(Beirut) – Egypt and the United Arab Emirates (UAE) should immediately reveal the whereabouts of Mosaab Ahmed Abd el Aziz, an Egyptian citizen who disappeared after finishing a three-year sentence in the UAE, Human Rights Watch said today.
Rather than immediately releasing Abd el Aziz on October 20, 2017, a deportation authority officer at al-Wathba prison in Abu Dhabi, where Abd el Aziz was being held, told his family they were arranging for his deportation to Egypt and asked them to book a flight ticket for him on November 7, his family told Human Rights Watch. When the family followed up with the prison after Abd el Aziz did not arrive in Egypt, prison officials told the family they deported him to Egypt on November 6. The Egyptian government did not respond to the family’s inquiries regarding Abd el Aziz’s whereabouts.

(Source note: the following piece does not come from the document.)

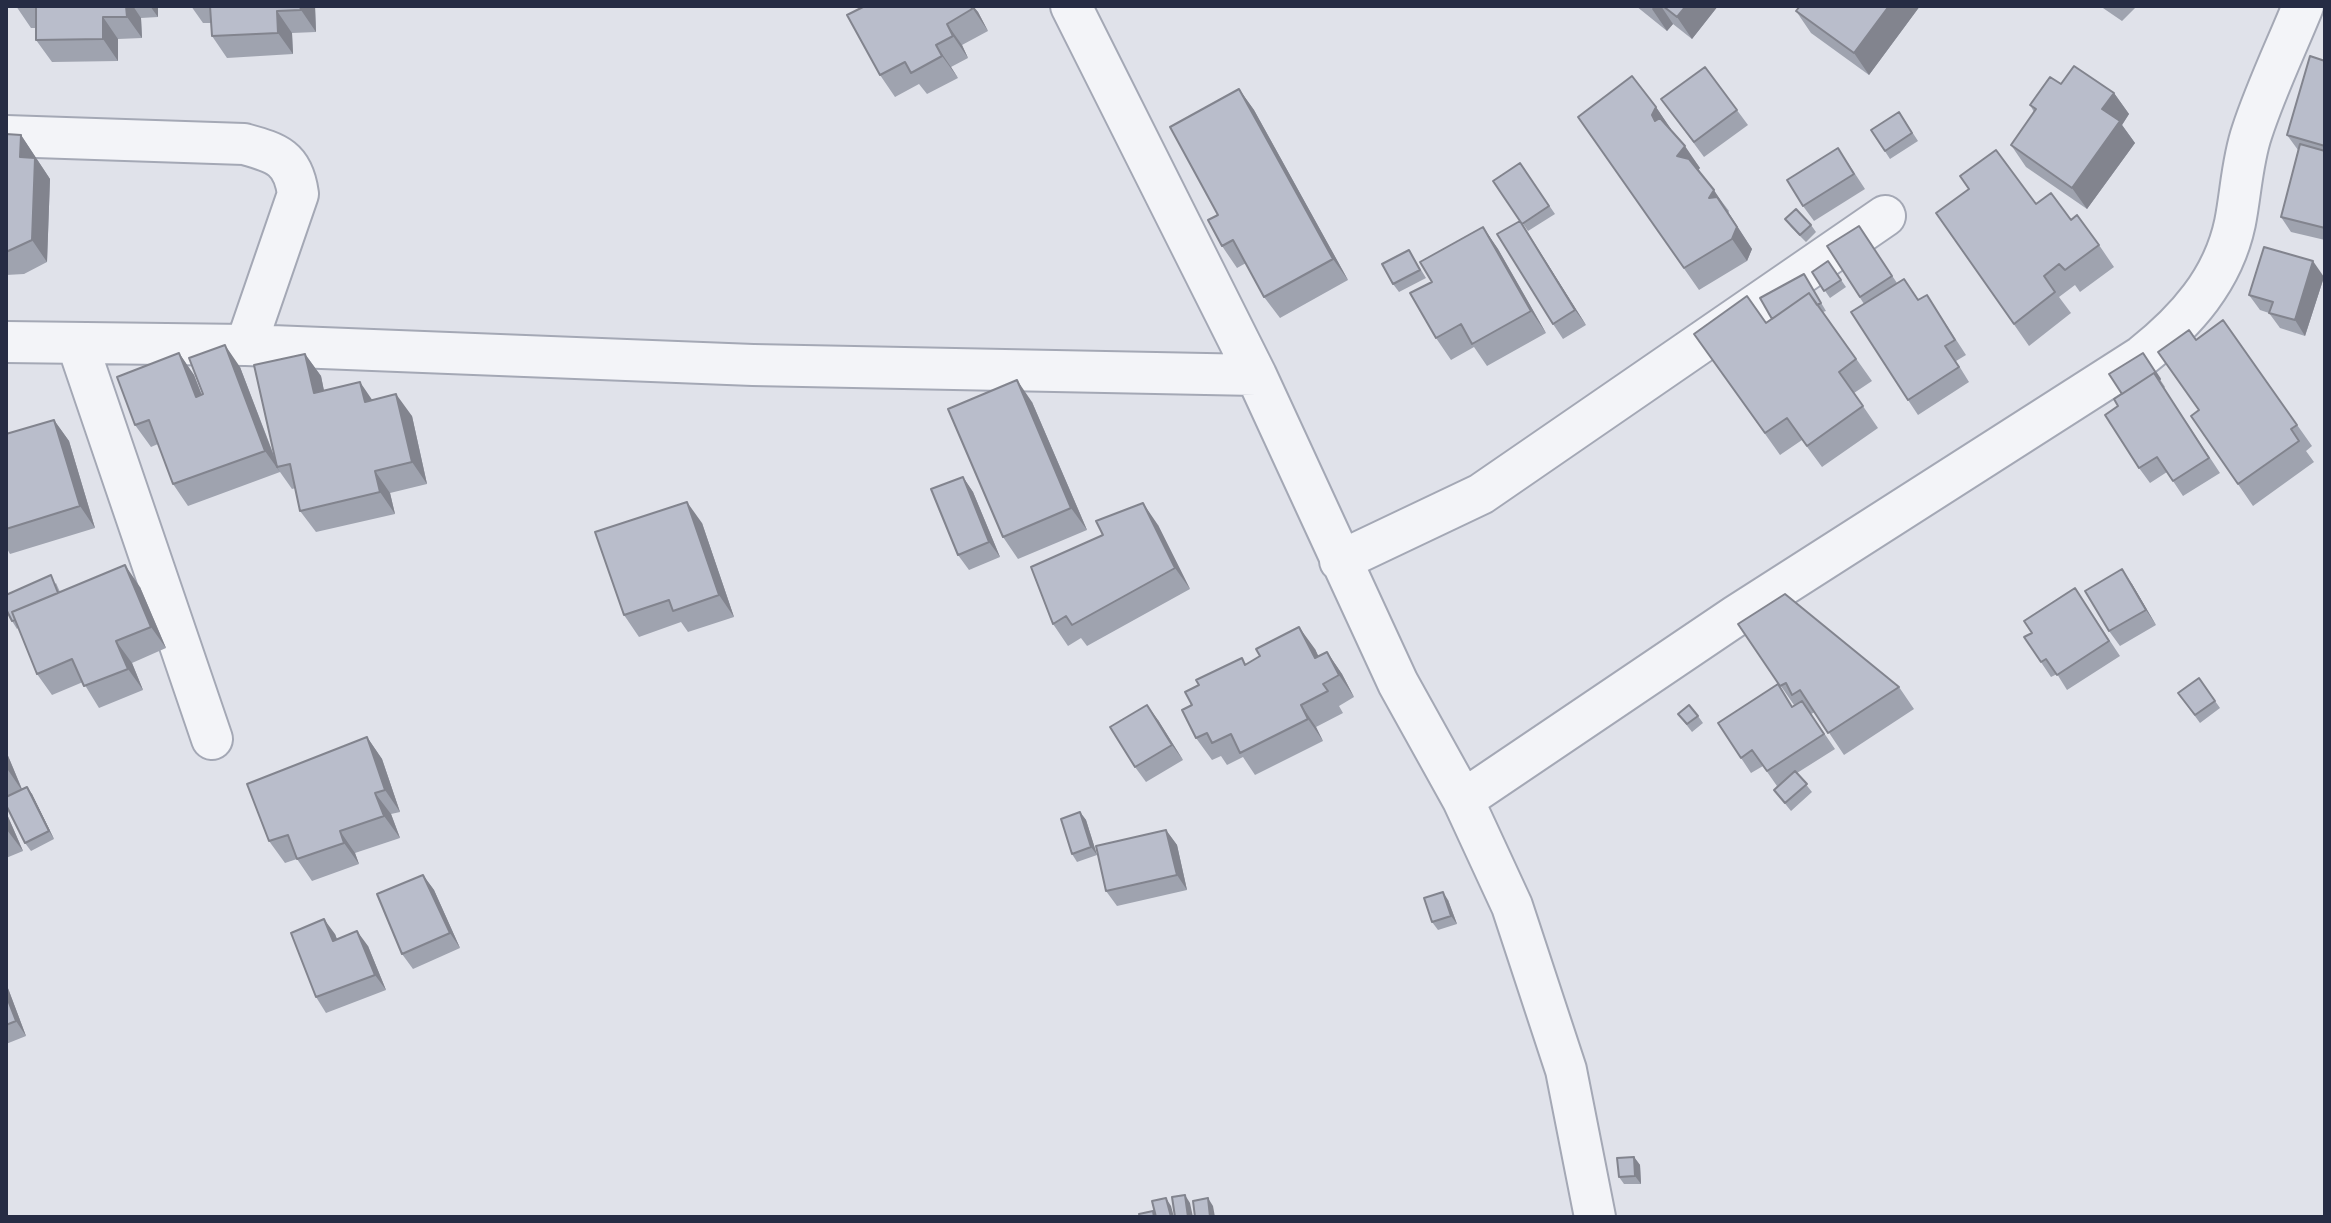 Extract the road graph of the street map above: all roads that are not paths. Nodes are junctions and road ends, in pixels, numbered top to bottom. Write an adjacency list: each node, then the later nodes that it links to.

“Abd el Aziz’s vanishing potentially adds another layer to the absolute failure of justice in his case from his arrest, throughout his detention, and to his purported release,” said Sarah Leah Whitson, Middle East director at Human Rights Watch. “Abuses, including serious allegations of torture, have marred every step of the process.”
Abd el Aziz, a 29-year-old engineer, is the son of Ahmed Abd el Aziz, a former adviser to the former Egyptian President Mohamed Morsy. The UAE arrested the son on October 21, 2014, in Abu Dhabi, where he had been living since 1996 and worked for a mobile application development company. He was charged with involvement with the outlawed Al-Islah Party and its mother organization, the Muslim Brotherhood. On June 27, 2016, the State Security Chamber of the Federal Supreme Court in Abu Dhabi sentenced him to three years in prison and deportation upon release. Abd el Aziz said in a taped message before his trial that he had been “brutally” tortured by UAE authorities and had no interest or involvement in politics. He attributed his arrest to his father’s work with the Muslim Brotherhood in Egypt.
The family told Human Rights Watch that UAE officials told them to purchase an airplane ticket from Abu Dhabi to Cairo airport via EgyptAir on November 7 or a later date. The family contacted al-Wathba prison authorities at around 10 a.m. on November 7 to confirm that the ticket had been purchased but were told Abd el Aziz had been deported the day before. When the family asked why the date had been changed, the deportation authority officer responded that “these were the orders.” Authorities refused to provide any documentation showing that Abd el Aziz had been released or deported.
The Egyptian and UAE governments did not respond to the family’s repeated requests for information on Abd el Aziz’s whereabouts. Human Rights Watch reviewed copies of the family’s correspondence with EgyptAir that shows that the November 7 ticket was not used, as well as letters that the family’s lawyers sent to the Egyptian prosecutor general, the Interior Ministry, and the UAE diplomatic mission in Turkey where his family resides.
Because of Abd el Aziz’s perceived political affiliation, his deportation to Egypt appears to violate the fundamental international law principle of non-refoulement, meaning that no one should be deported to a country where the person is likely to face torture or persecution. The court decision reviewed by Human Rights Watch does not state he should be deported to a specific country.
Since Morsy was forcibly removed from power in July 2013, the Egyptian police and the Interior Ministry’s National Security Agency have arbitrarily arrested tens of thousands of political dissidents. When the current interior minister, Magdy Abd al-Ghaffar, was appointed in March 2015, the use of enforced disappearance escalated, mostly targeting perceived Muslim Brotherhood supporters. In September 2017, Human Rights Watch released a report that documented the systematic use of torture by the National Security Agency, which could amount to a crime against humanity.
Since 2011, UAE authorities have also arbitrarily detained and disappeared scores of people who have either criticized the authorities or have alleged links to domestic or foreign Islamist groups. For example, Nasser bin Ghaith, an Emirati academic, who criticized the Egyptian security forces’ mass killing of demonstrators in Cairo’s Rab’a Square in August 2013, spent nine months in incommunicado detention after his arrest in August 2015. He was eventually sentenced to 10 years in prison.
Under international human rights law, an enforced disappearance occurs when the authorities take someone into custody and deny holding them or fail to disclose their fate or whereabouts. “Disappeared” people are at greater risk of torture and other ill-treatment, especially when they are detained outside formal detention facilities.
“No government has the right to disappear someone,” Whitson said. “Egypt and the UAE should immediately reveal Abd el Aziz’s whereabouts, and whoever is holding him should allow him to return to his family unharmed.”